Para março 2023, que as inocentes se percam, durante tempo indeterminado, que se percam mesmo na procura alegre de ovos de cacau num sussurro gourmet mas que não se iludam por alguns de casca metálica a brilharem nos falsos esconderijos da terra cambojana prontos a explodirem.

Para abril 2023, que o perfume dos cravos encarnados orgulhosos, os do nosso lindo mês madurado de azul eterno se difunda até ao Afeganistão para que as suas mulheres possam voltar a encontrar o caminho do trabalho e da universidade, a sua silhueta libertada do jugo da vergonha e da morte, gritando « Em cada rosto igualdade » !

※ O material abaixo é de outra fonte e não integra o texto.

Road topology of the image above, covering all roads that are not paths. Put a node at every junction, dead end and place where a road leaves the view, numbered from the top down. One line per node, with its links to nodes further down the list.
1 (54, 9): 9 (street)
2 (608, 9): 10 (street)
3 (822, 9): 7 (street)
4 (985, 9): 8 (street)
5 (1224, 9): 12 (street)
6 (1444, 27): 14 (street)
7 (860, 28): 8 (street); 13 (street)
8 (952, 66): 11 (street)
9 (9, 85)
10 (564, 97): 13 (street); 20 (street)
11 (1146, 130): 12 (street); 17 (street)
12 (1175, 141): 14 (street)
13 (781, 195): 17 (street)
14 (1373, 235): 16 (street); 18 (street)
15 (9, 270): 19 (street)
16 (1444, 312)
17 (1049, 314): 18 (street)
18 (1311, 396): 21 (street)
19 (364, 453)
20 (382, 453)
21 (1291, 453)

Para maio 2023, que o 1 de maio seja festa sempre, haja flores para manifestar livremente em nome das causas que nos libertam das escravidões modernas do trabalho desumano, muito ao contrário do que sofrem as nossas irmãs Uighurs na China condenadas à tarefa e marcadas pela força do selo da esterilidade.

Para junho 2023, que o Santo António cumpra o seu jeitinho de cupido porque o amor existe, em Lisboa e pelo mundo inteiro mas que deixe ressoar o ode à liberdade das mulheres que não sonham em casar, nem engravidar, que gritem o seu amor pelo seu corpo e que possam entoar a voz da escolha livre e da autodeterminação para lutar contra a injustiça que as unem às suas mais novas irmãs iemenitas apenas na doce puberdade contra velhos barões ao membro dilatado e sudado de lubricidade mórbida.

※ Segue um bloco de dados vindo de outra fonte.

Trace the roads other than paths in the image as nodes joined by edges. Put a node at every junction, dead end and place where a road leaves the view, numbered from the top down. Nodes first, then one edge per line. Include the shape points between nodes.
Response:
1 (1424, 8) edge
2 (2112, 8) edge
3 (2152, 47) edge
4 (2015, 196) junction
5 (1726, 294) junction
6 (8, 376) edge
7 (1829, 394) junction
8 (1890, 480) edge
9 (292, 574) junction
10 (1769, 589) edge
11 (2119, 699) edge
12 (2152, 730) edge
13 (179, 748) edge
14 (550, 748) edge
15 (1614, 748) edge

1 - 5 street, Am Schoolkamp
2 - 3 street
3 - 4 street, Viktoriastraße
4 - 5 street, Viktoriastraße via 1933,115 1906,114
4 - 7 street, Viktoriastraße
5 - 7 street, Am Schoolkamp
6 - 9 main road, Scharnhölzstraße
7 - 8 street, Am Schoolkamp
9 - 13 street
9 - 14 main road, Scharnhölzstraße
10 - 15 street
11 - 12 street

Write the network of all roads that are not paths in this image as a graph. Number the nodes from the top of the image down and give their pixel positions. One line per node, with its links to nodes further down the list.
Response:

Para julho 2023, que as flores noturnas de outra noite revolucionária, no 14º dia de um país que entregou uma mensagem universal ao mundo, a mensagem da igualdade, não rivalizem nunca com os torpedos celestes ameaçadores da Coreia do Norte.

Para agosto 2023, que as ondas salgadas do mar do nosso querido mês de agosto cantem sempre para nós, que as mesmas ondas venham picar os olhos das senhoras que se perderam demasiado tempo sem medo da imensidão do mar, que os raios do sol venham atormentar a sua pele enternecida pelo torpor do fim do verão, para que estas pisaduras suaves se substituam às dores do querosene e do ácido que corroem o punido lindo rosto das esposas indianas.

Para setembro 2023, que os riachos vermelhos venham humedecer com néctar as nossas gargantas secas mas que não afluam no rio do sangue das excisões das virgens guineenses.

Para outubro 2023, que as nossas memórias se deitem nos túmulos enfeitados pelos nossos antepassados mas que não se percam nunca no anonimato dantesco das valas comuns do Burkina Faso.

Para novembro 2023, que os fogos da vida se acendam na noite mais escura, iluminando a dança da esperança renovada contra o massacre das nossas avós congolesas na fornalha da sua casa em chamas.

Terminando, para dezembro 2023, que seja viva e ainda deputada contra os golpes repetidos, a uma estabilidade no entanto limpidamente votada. Sejamos envelhecidos de um ano de conversas e debates que honram a democracia, autores de alterações a leis ou de novas redações progressistas em nome do povo que é “quem mais ordena”, e quem mais ordena também no meio dos milhões de compatriotas que residem fora de Portugal com um coração que tudo aturou, sem parar, para continuar a ser português. Sejamos envelhecidos de uma ruga da expressão feliz porque voltou a paz na Ucrânia, porque os barulhos do mundo calaram, porque redistribuiram-se riquezas com sentido de justiça num quadro de crescimento perene que voltou para ficar, porque aprendemos a mimar a casa terra tanto como a nossa própria vida, porque o céu azul de Portugal entoou o grito que veio do sacrifício do ventre do Irão:

Mulheres, Vida, Liberdade!

Meilleurs vœux, Bom ano!

Nathalie de Oliveira

Esta publicação é da responsabilidade exclusiva do seu autor.